À peine Emilie raccroche-t-elle que je doute déjà. De quel poste s’agit-il ? Je me promets de me replonger dans mon historique de navigation et d’écumer toutes les pages qui, de près ou de loin, sont en rapport avec la Banque Géniale. Je trouverai forcément une adresse, bien que ses dernières paroles sèment la confusion dans mon esprit. Aubervilliers ? Je pensais pourtant n’avoir cherché du travail qu’à Paris…
Mes doigts pianotent sur mon téléphone pour vérifier ce point. En banlieue, la ville d’Aubervilliers jouxte la capitale. Nichée dans son Nord-Est, entre d’autres noms que je ne connais pas. Pantin, Saint-Ouen… Seule Saint-Denis m’est familière, et encore, je n’en ai rien vu d’autre que son stade, depuis mon canapé.
« Je ne savais pas que tu voulais travailler dans une banque, me dit Yacine une fois reparti à notre table.
— C’est pour un poste à Paris. »
Ses yeux se perdent dans l’horizon.
« Qu’en pensent tes parents ?
— Tu es le seul à qui j’en ai parlé.
— Il faudra bien que tu leur dises un jour.
— Pour l’instant, ce n’est qu’un entretien. »
J’espère que Yacine comprendra.
Avec son appel, cette Emilie m’a redonné l’espoir d’une alternative. Celle de pouvoir peut-être enfin fuir cette ville sans perspective pour mon avenir.
Pour quelqu’un qui n’est jamais parti, ça aurait pu être n’importe où, mais je tiens à ce que ce soit là-bas. La capitale exerce cette aura que les autres villes n’ont pas. Elle m’a toujours fasciné, tel un rêve inaccessible, celui d’un jour partir ailleurs et y trouver quelque chose de différent. À seulement trois heures en train de Provins-sur-Mer, Paris attire chaque année un nouveau contingent parmi ceux de ma génération. J’ai croisé Sandra cet été. Elle faisait partie du convoi de Provinois parti à la capitale dès la fin du lycée. Elle a décroché un CDI dans une super boîte après avoir fait son stage de fin d’études sur place. Je ne me souviens ni du poste, ni de l’entreprise, mais elle avait l’air enthousiaste. Quant à Jean-Philippe, d’après ses publications, il aurait même créé sa propre boîte. Je n’ai jamais aimé ce type, mais je n’ai pas pu m’empêcher de trouver la nouvelle inspirante. Petit à petit, l’idée de déménager à Paris a germé dans ma tête. Cette ville a-t-elle vraiment le pouvoir de changer ainsi le destin des gens ?

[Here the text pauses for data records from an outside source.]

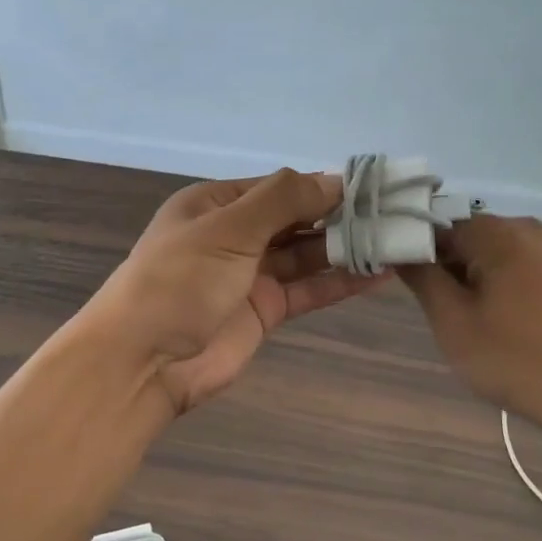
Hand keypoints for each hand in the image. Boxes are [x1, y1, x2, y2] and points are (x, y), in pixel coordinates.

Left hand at [90, 169, 388, 413]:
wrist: (144, 360)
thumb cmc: (179, 280)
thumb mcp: (228, 228)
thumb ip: (283, 200)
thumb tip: (335, 179)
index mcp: (215, 204)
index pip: (278, 186)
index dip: (322, 185)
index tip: (372, 185)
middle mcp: (234, 235)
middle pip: (295, 219)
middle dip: (340, 216)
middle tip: (395, 213)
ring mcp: (249, 274)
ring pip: (306, 254)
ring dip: (347, 248)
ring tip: (397, 240)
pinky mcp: (264, 311)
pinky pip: (308, 289)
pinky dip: (340, 282)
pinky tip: (379, 274)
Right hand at [399, 215, 541, 441]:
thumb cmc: (516, 360)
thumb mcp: (453, 321)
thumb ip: (421, 277)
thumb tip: (399, 248)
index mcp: (496, 231)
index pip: (433, 224)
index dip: (410, 251)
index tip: (397, 284)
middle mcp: (523, 228)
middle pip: (460, 237)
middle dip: (439, 269)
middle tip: (433, 313)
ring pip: (482, 256)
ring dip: (463, 282)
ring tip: (462, 324)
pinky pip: (507, 269)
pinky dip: (489, 289)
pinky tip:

J’ai écumé toutes les pages publiques du site de la Banque Géniale pour mieux m’y croire, passé en revue toutes les annonces, jusqu’à retrouver celle à laquelle je me souvenais vaguement d’avoir postulé. « Le gestionnaire de back-office traite les opérations clients, les clôtures de livret, transfert entrant et sortant de PEL et CEL. Il instruit les demandes sur les comptes réglementés et connaît les règles d’intérêts et de versement sur les livrets d’épargne réglementés. Il analyse les dossiers de souscription ainsi que les pièces complémentaires. » Je ne suis pas certain de ce que tout cela implique mais je reste enthousiaste. Paris. La Banque Géniale. Une voie inédite. Je n’ai plus que trois jours pour me préparer mais rien n’ébranle ma motivation. Je regarde des vidéos en ligne sur tous les mots-clés que je trouve dans la fiche de poste et les offres d’emploi similaires. Je commence une nouvelle série sur le milieu de la banque. Elle se passe en Allemagne, les métiers n’ont rien à voir avec celui pour lequel je viens de candidater mais qu’importe : j’avance. Je me projette. Je vais passer un entretien à la Banque Géniale, le réussir, et ma vie va changer.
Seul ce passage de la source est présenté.